Nutritionally, carbs are faster acting energy, fats are highly concentrated energy. Eat a balanced diet including nourishing fats, fiber/veggies, and protein. Each of these nutrients act as building blocks to your body and it’s system operations. Give your body some time to digest the foods it’s consumed or intentionally consume easier to digest options (smoothies versus full fruits) so that you don’t end up cramping up in the run itself.

On-The-Run

Just start! running is different from walking in that running includes going airborne intermittently between steps. For a moment, on a run, you’re flying. Pace doesn’t matter, time doesn’t matter. Instead, move within a context that feels sustainable- just go and grow from there.

Your body will tell you when you need to slow down or if it’s time to speed up, you just need to read the signs. Without getting too in-depth about the details, our body leverages the resources it has to begin and maintain motion. At high speeds, the body will deplete fast-acting/fast-replenishing energy sources (carbs). At lower, longer-duration speed, the body can lean into it’s more concentrated sources (fats).

Your heart rate and breath rate are vital indicators for the systems at play and how your resources are being managed. Information on Ventilatory Threshold metrics can be found across the internet but, again, as a newbie to the sport, that information is likely to complicate something that can be identified innately.

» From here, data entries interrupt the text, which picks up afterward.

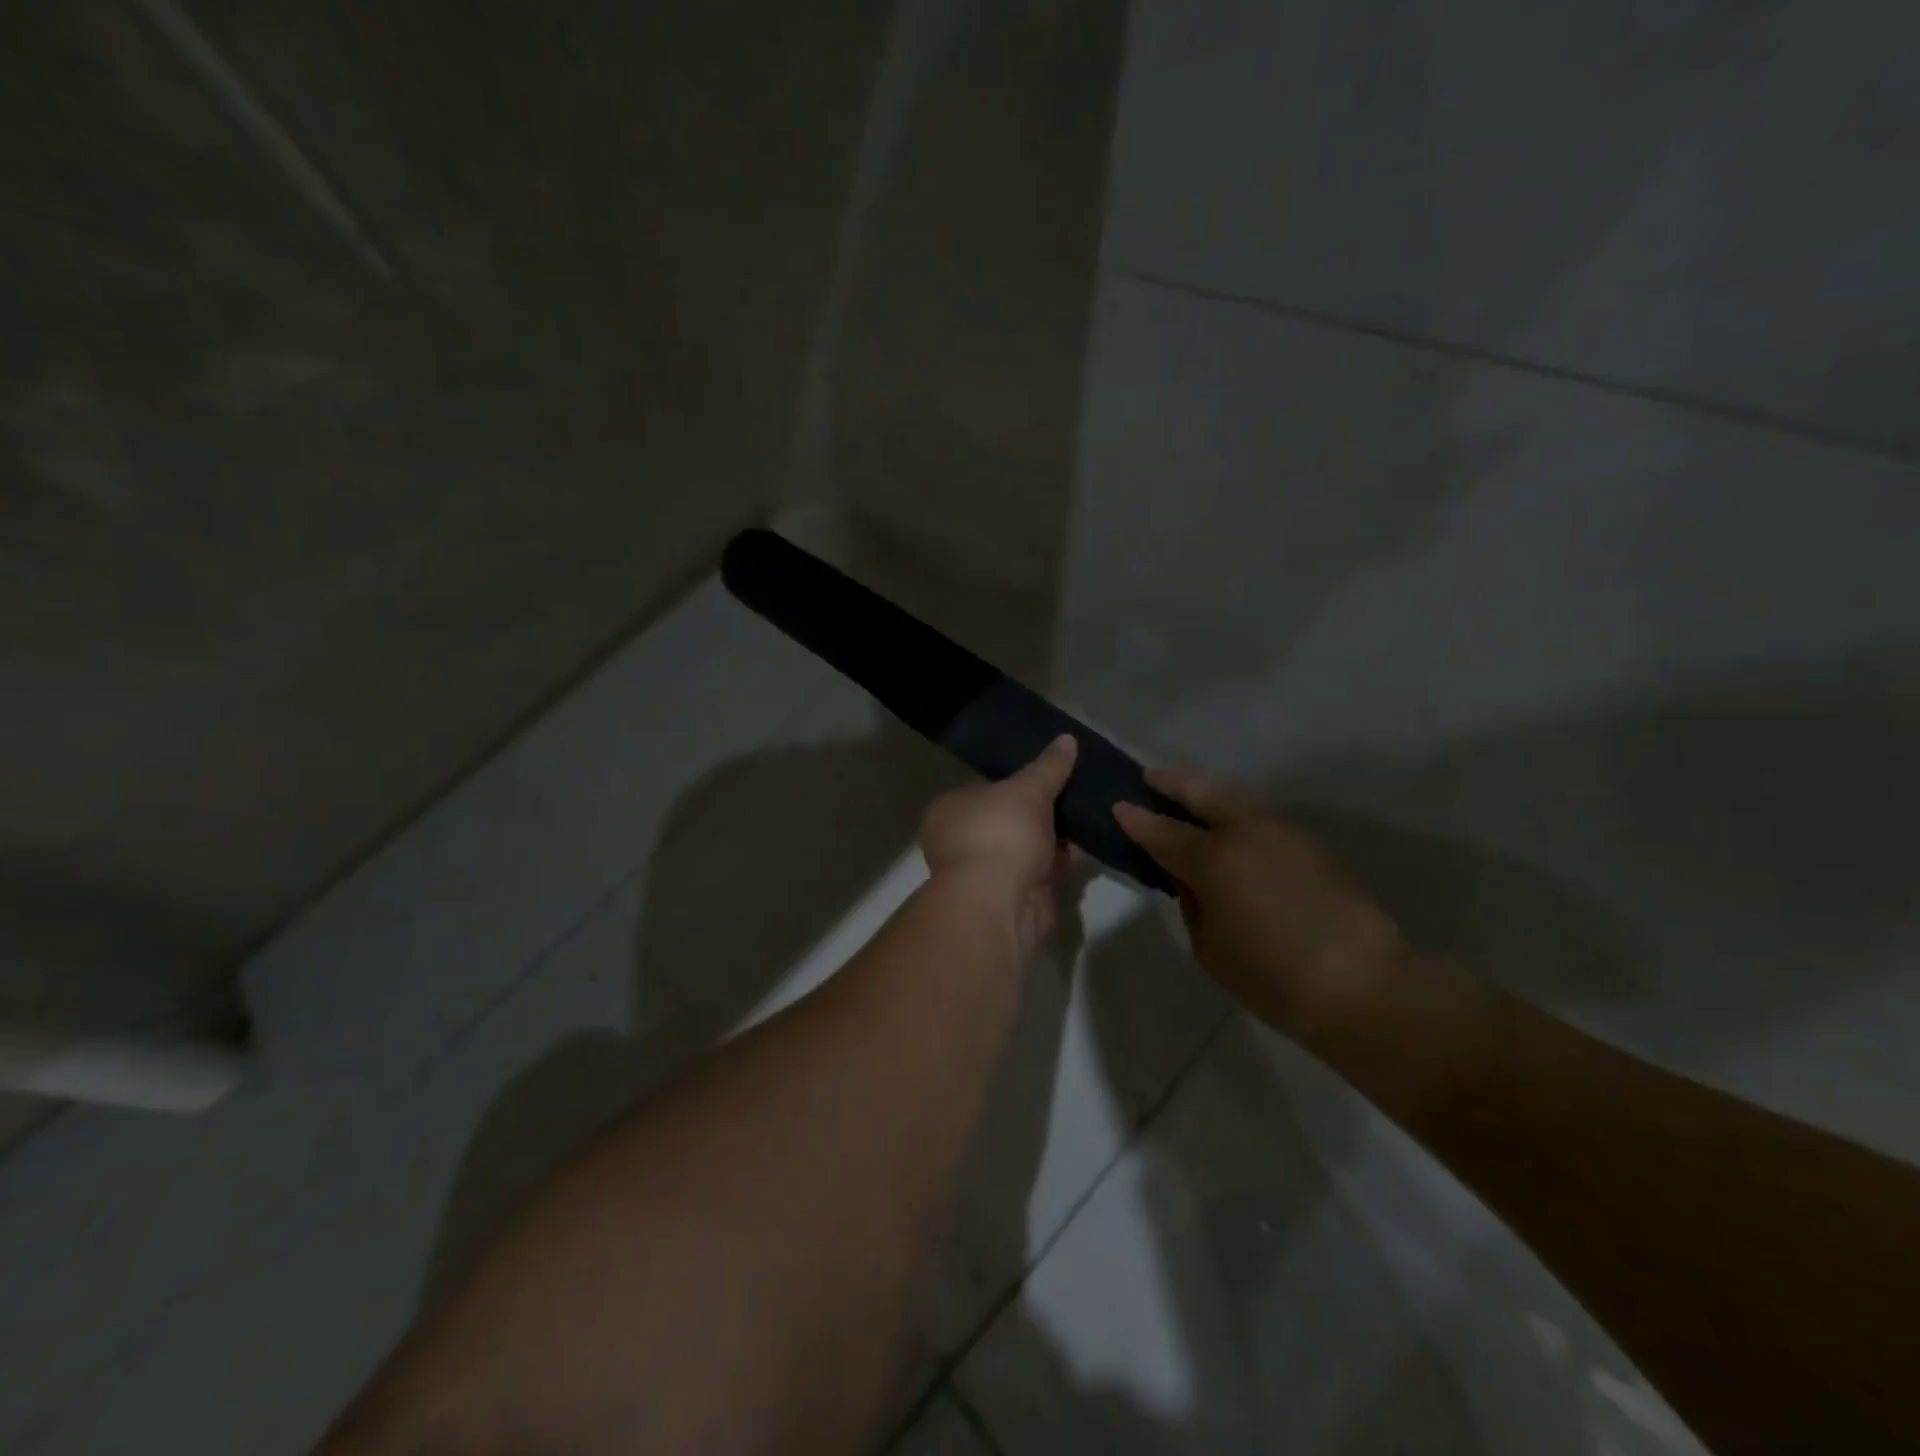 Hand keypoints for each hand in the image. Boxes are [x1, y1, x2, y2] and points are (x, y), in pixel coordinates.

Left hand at [920, 734, 1077, 957]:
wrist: (1000, 904)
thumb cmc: (1000, 834)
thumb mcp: (1027, 790)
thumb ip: (1048, 766)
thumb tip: (1067, 738)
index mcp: (950, 810)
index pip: (984, 787)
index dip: (1015, 780)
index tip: (1049, 771)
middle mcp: (963, 840)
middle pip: (1009, 817)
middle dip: (1041, 809)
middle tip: (1077, 788)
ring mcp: (989, 871)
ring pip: (1029, 844)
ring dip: (1057, 834)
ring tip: (1092, 809)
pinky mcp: (1016, 895)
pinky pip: (1044, 868)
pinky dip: (1065, 857)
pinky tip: (1093, 840)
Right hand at [1115, 771, 1406, 1033]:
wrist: (1364, 985)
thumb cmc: (1273, 977)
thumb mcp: (1210, 948)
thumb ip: (1191, 904)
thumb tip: (1191, 879)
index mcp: (1213, 858)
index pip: (1161, 831)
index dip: (1136, 819)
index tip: (1117, 806)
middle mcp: (1245, 830)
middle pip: (1201, 791)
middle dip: (1171, 782)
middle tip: (1149, 778)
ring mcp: (1282, 830)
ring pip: (1235, 795)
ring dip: (1206, 791)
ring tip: (1188, 796)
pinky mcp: (1309, 842)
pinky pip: (1259, 814)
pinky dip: (1235, 811)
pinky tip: (1230, 826)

Keep it simple, signs of excess will show up as extreme breathlessness, cramping, nausea, and painful pounding heart rate. Listen to the body and let go of expectations, your runs will improve with practice, not by force. Be present and enjoy the dialogue between body and mind.

Afterwards

When the distance and the pace don’t matter as much, the act of running is the joy itself. You’ve gotten up and gotten it done- the rest is details. After your run be sure to refuel by giving the body adequate nutritional value (whole, un-processed foods will do). Exercise is an appetite suppressant as the body shunts resources away from the visceral core and out towards the working extremities- so be mindful of how soon before/after your consuming foods keeping an eye on the time it will take to digest the foods. In the immediate hours following a run, hydration and nutrition not only support recovery, but can act as the precovery for the next bout of physical activity.

Movement should be a gift, not a punishment- our bodies feel our intentions and, much like a child, can sense when the vibes are off. As a result, the body responds accordingly, our self image can either subdue or contribute that stress load. Stress layered onto stress suppresses immune function and recovery initiatives. Love your body, enjoy the ride, take off the expectations, and allow yourself to just try a few times.